Instructions to follow =>
Track down every line below that holds "index" and copy it.

Input material =>

------

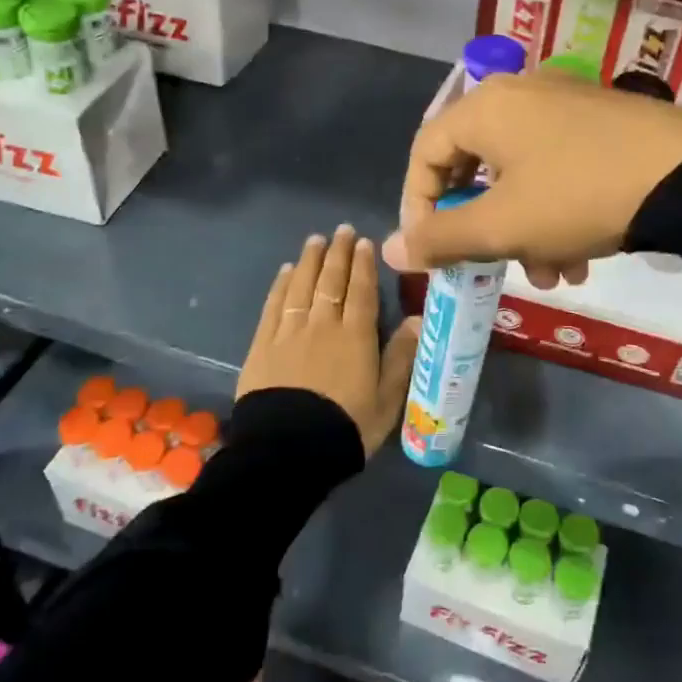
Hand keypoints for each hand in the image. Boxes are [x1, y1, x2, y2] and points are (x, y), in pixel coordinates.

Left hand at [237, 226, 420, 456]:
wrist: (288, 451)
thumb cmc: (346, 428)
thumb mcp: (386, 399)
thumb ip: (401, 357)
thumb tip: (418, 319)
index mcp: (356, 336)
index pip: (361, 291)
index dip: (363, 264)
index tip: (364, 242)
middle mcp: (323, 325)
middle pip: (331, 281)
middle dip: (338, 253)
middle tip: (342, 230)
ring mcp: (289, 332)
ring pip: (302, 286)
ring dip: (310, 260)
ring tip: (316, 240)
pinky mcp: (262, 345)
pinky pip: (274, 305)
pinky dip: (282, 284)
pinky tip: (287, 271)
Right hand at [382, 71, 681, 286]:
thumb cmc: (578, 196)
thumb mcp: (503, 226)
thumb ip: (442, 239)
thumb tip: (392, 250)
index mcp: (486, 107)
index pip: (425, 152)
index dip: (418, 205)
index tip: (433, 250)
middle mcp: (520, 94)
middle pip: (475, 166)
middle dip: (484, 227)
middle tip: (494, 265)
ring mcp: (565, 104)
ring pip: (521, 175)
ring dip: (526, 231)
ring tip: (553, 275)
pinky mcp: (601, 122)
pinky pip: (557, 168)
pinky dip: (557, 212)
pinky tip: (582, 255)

------

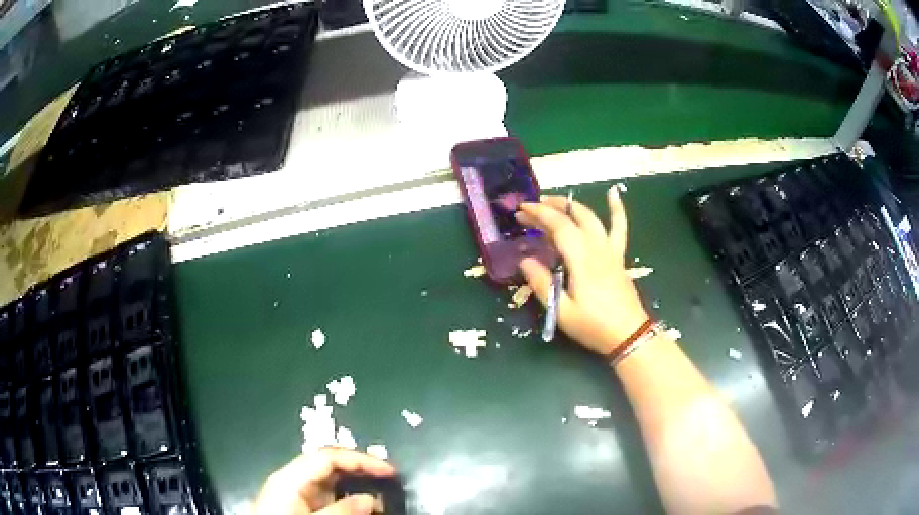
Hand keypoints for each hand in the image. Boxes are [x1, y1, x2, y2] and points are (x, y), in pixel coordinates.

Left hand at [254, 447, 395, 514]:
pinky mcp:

------

Task answer =>
index mcp: (356, 336)
index pip: (361, 291)
index dip: (363, 264)
index tip: (364, 242)
index mcp: (486, 107)
index pip: (425, 152)
index dip: (418, 205)
index tip: (433, 250)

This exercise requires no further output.